Como resultado de pesquisas sobre o folclore brasileiro escreveu "O elemento popular na literatura do Brasil" e "Cantos populares do Brasil", tendo realizado para este, em 1883, uma viagem para Lisboa a fim de publicizá-lo.
Seu primeiro livro de poesia, "Cantos do fim do século", foi publicado em 1878. Sua poesia vincula-se à terceira geração do Romantismo, influenciada pela obra de Victor Hugo.
Em 1879 mudou-se para o Rio de Janeiro, tendo lecionado Filosofia no Colégio Pedro II entre 1881 e 1910. Em 1891 produziu artigos sobre ensino para o jornal carioca "Diário de Notícias", dirigido por Rui Barbosa. No mesmo ano, foi nomeado membro do Conselho de Instrução Superior por Benjamim Constant.
Foi um dos primeiros pensadores a se interessar por Antônio Conselheiro, o qual via como missionário vulgar que agregara em torno de si fanáticos depredadores. Seu amigo Euclides da Cunha, tendo sido enviado para Canudos, foi responsável pelo esclarecimento dos fatos ainda nebulosos para muitos intelectuais da época.

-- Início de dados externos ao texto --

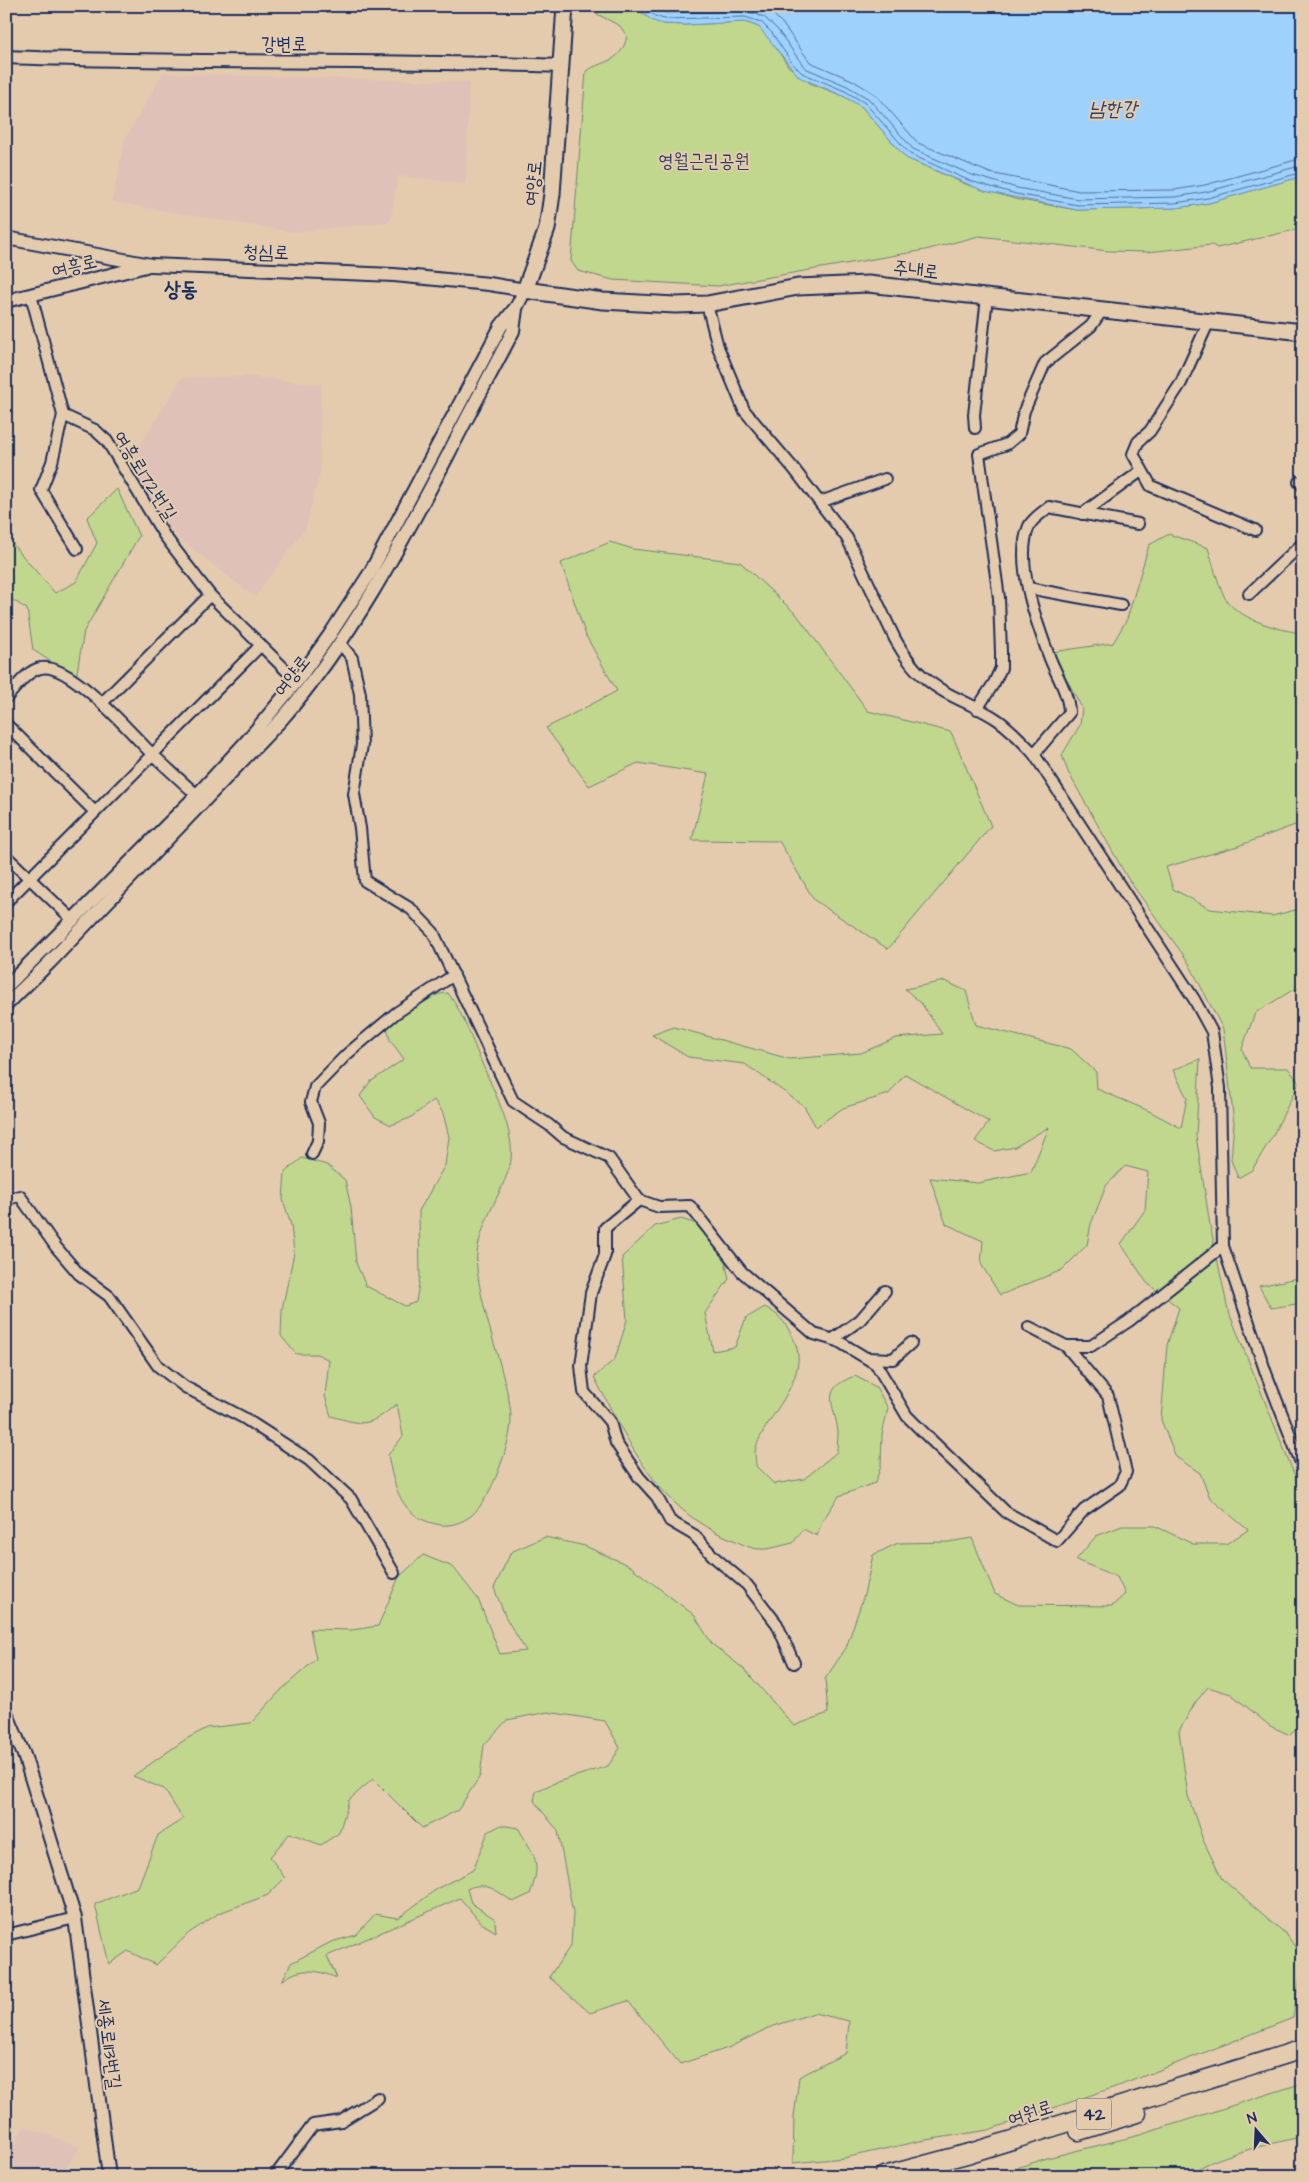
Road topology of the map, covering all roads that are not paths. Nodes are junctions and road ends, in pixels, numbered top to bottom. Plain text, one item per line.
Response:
1 (565, 6) edge
2 (6, 57) edge
3 (562, 63) junction
4 (6, 238) edge
5 (151, 265) junction
6 (525, 290) junction
7 (31, 295) junction
8 (987, 296) junction
9 (6, 301) edge
10 (707, 304) junction
11 (1103, 309) junction
12 (1210, 322) junction
13 (1303, 332) edge
14 (63, 415) junction
15 (975, 428) dead end
16 (1141, 471) junction
17 (885, 479) dead end
18 (820, 502) junction
19 (1082, 514) junction
20 (1138, 524) dead end
21 (1255, 530) dead end
22 (1303, 543) edge
23 (77, 549) dead end
24 (1028, 588) junction
25 (1249, 594) dead end
26 (210, 595) junction
27 (1121, 606) dead end
28 (335, 640) junction
29 (260, 646) junction
30 (297, 681) junction
31 (6, 698) edge
32 (103, 702) junction
33 (977, 709) junction
34 (6, 724) edge
35 (152, 754) junction
36 (1034, 754) junction
37 (197, 795) junction
38 (95, 812) junction
39 (6, 856) edge
40 (29, 879) junction
41 (6, 902) edge
42 (77, 925) junction
43 (454, 975) junction
44 (6, 987) edge
45 (6, 1005) edge
46 (312, 1154) dead end
47 (6, 1200) edge
48 (639, 1200) junction
49 (1223, 1246) junction
50 (885, 1291) dead end
51 (1029, 1327) dead end
52 (833, 1339) junction
53 (911, 1343) dead end
54 (1066, 1346) junction
55 (867, 1358) junction
56 (1303, 1468) edge
57 (394, 1573) dead end
58 (794, 1663) dead end
59 (6, 1712) edge
60 (75, 1918) junction
61 (6, 1934) edge
62 (1303, 2049) edge
63 (1303, 2061) edge
64 (378, 2098) dead end
65 (109, 2176) edge
66 (275, 2176) edge
67 (884, 2176) edge
68 (927, 2176) edge

1 - 3 main road, 여양로
2 - 3 street, 강변로
3 - 6 main road, 여양로
4 - 5 street, 청심로
5 - 6 street, 청심로
5 - 7 street, 여흥로
6 - 10 main road, 주내로
6 - 28 street, 여양로
7 - 9 street, 여흥로
7 - 14 street
8 - 10 main road, 주내로
8 - 11 main road, 주내로
8 - 15 street
10 - 18 street
11 - 12 main road, 주내로
11 - 33 street
12 - 13 main road, 주내로
12 - 16 street
14 - 23 street
14 - 26 street, 여흥로172번길
16 - 19 street
16 - 21 street
17 - 18 street
18 - 33 street
19 - 20 street
19 - 24 street
22 - 25 street
24 - 27 street
24 - 36 street
26 - 29 street, 여흥로172번길
26 - 32 street
28 - 30 street, 여양로
28 - 42 street, 여양로
28 - 43 street
29 - 30 street, 여흥로172번길
29 - 35 street
30 - 37 street, 여양로
31 - 32 street
32 - 35 street
33 - 36 street
34 - 38 street
35 - 37 street
35 - 38 street
36 - 49 street
37 - 42 street, 여양로
38 - 40 street
39 - 40 street
40 - 41 street
40 - 42 street
42 - 44 street, 여양로
42 - 45 street, 여양로
43 - 46 street
43 - 48 street
47 - 57 street
48 - 52 street
48 - 58 street
49 - 54 street
49 - 56 street
50 - 52 street
51 - 54 street
52 - 55 street
53 - 55 street
54 - 55 street
59 - 60 street, 세종로113번길
60 - 61 street
60 - 65 street, 세종로113번길
62 - 67 highway, 여원로 / 42
63 - 68 highway, 여원로 / 42
64 - 66 street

Entre 1900 e 1902 foi deputado federal pelo Partido Republicano, trabalhando na comissão encarregada de rever o Código Civil na função de relator-geral. De 1911 a 1912 residiu em Juiz de Fora, Minas Gerais, participando da vida intelectual da cidade, publicando poemas e outros escritos nos jornais locais, prefaciando livros, ministrando aulas no ensino superior e proferindo discursos.